Under different urban structural contexts, the MARL-CL method shows good adaptability to variations in urban morphology. The MARL-CL method demonstrated optimal overall coverage effectiveness in both the relatively balanced environment of Fuzhou’s main urban area and the highly heterogeneous environment of Shenzhen’s Futian District. This result clearly demonstrates that the method can intelligently adjust optimization policies according to urban population distribution characteristics, prioritizing the identification and service of high-density population points in heterogeneous scenarios, thereby achieving a policy shift from increasing spatial coverage breadth to enhancing population service efficiency.
From the perspective of single-station service efficiency, the adaptability is even more evident. Each station serves more people in Shenzhen than in Fuzhou, representing improved efficiency. This reflects the method’s capability for intelligent optimization by leveraging the heterogeneous characteristics of urban population distribution.
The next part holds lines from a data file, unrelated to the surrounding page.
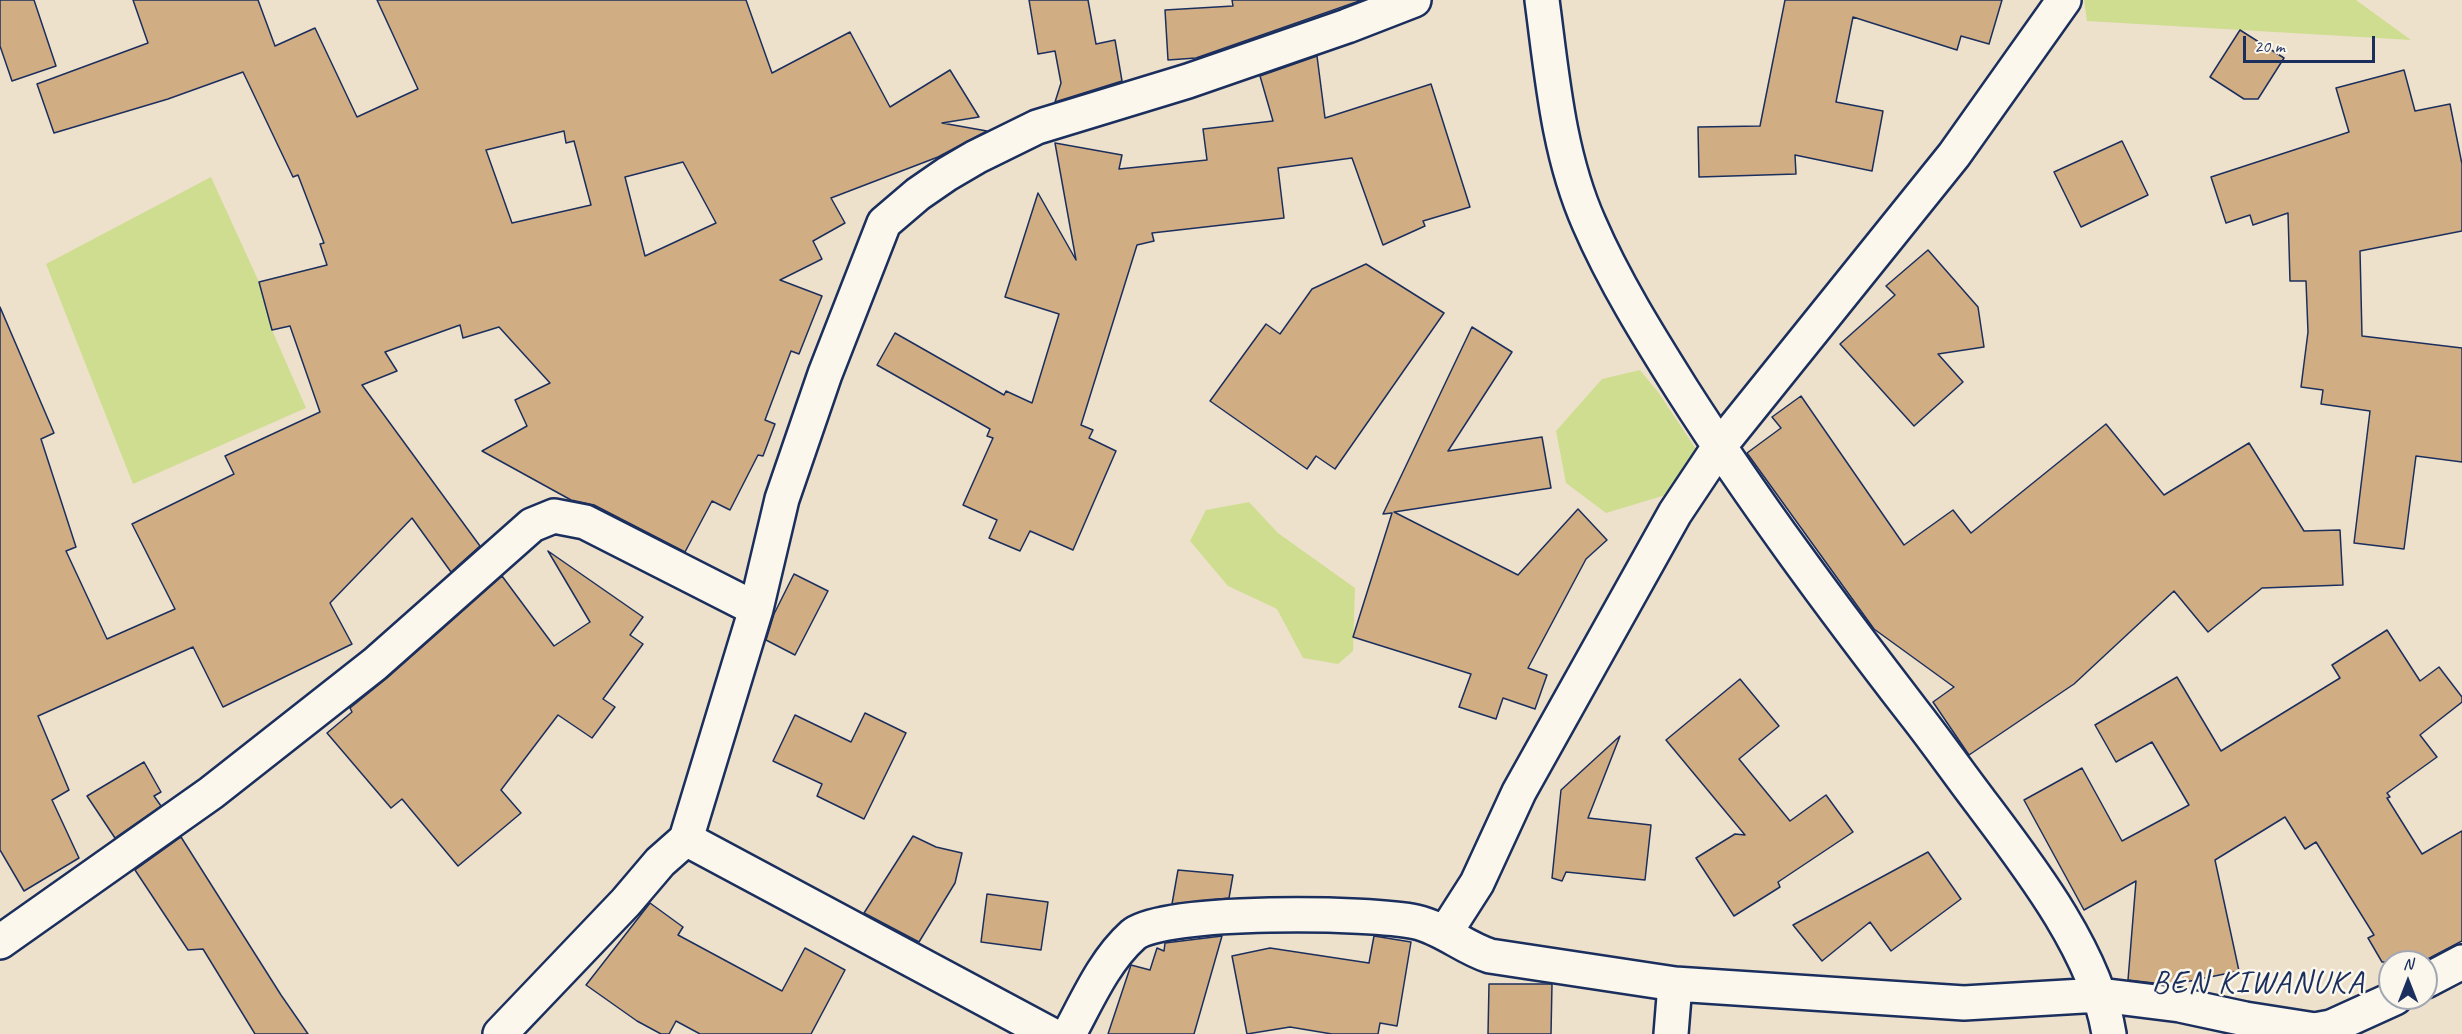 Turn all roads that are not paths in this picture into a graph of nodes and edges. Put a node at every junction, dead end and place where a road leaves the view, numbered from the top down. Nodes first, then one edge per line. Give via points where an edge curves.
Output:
1 (1414, 0) edge
2 (1542, 0) edge
3 (2064, 0) edge
4 (1719, 447) junction
5 (756, 609) junction
6 (686, 838) junction
7 (1445, 933) junction
8 (0, 942) edge
9 (2462, 962) edge
10 (2438, 975) edge
11 (1675, 984) junction
12 (2100, 994) junction
13 (2378, 1006) edge
14 (500, 1034) edge
15 (1050, 1034) edge
16 (1069, 1034) edge
17 (1671, 1034) edge
18 (2109, 1034) edge

1 - 5 street via 1188,81 1037,128 947,174 884,223 782,499
2 - 4 street via 1558,119 1588,223 1653,344
3 - 4 street via 1954,155
4 - 7 street via 1624,600 1519,792 1477,883
4 - 12 street via 1845,623 2009,838 2047,896
5 - 6 street
5 - 8 street via 585,522 554,516 532,525 375,663 211,793
6 - 14 street
6 - 15 street
7 - 11 street via 1473,951 1490,956
7 - 16 street via 1410,921 1337,916 1205,918 1146,928 1118,951
9 - 10 street
11 - 12 street via 1964,1003
11 - 17 street
12 - 13 street via 2315,1030 2331,1028
12 - 18 street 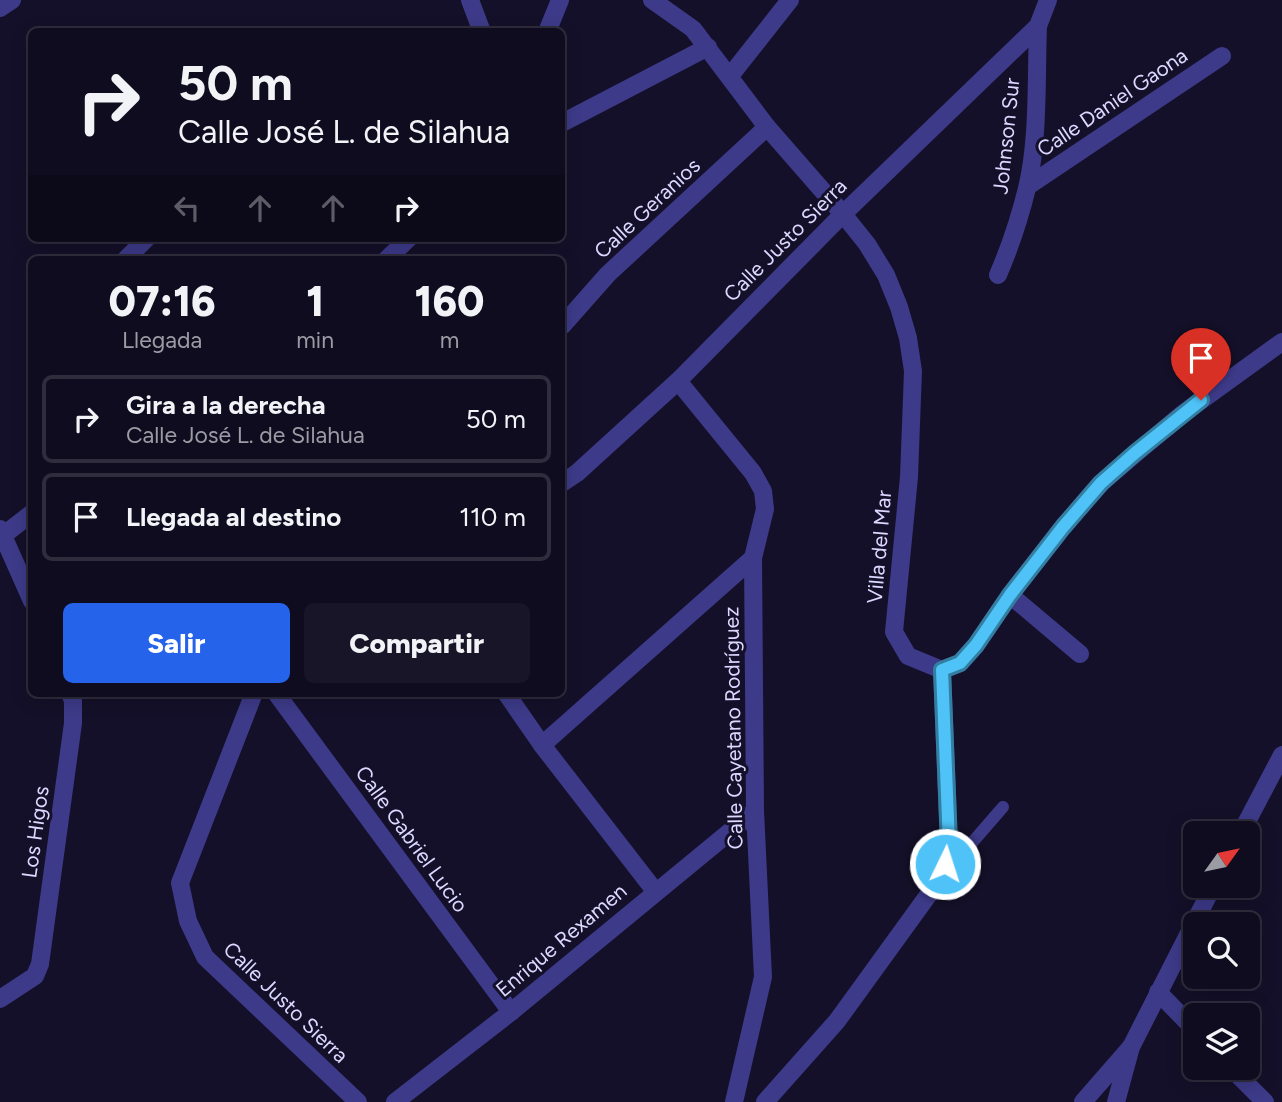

The significant population density gradient differences in Shenzhen provided the method with clearer optimization objectives, enabling it to achieve superior resource allocation efficiency through precise identification and prioritized service for high-density population points.
The analysis of load balancing shows that the MARL-CL achieves zero idle stations in both different urban structures but exhibits different distribution characteristics. The lower minimum service population in the Shenzhen experiment reflects the impact of reduced service radius, but the higher average service population indicates that the method successfully leveraged urban spatial heterogeneity to achieve superior resource allocation. These cross-urban structure experimental results demonstrate that the MARL-CL possesses the capability for policy adaptation based on urban population distribution characteristics. It maintains excellent performance in both relatively balanced and highly heterogeneous urban scenarios, which supports continuous maximum coverage location planning for EDS in different types of cities.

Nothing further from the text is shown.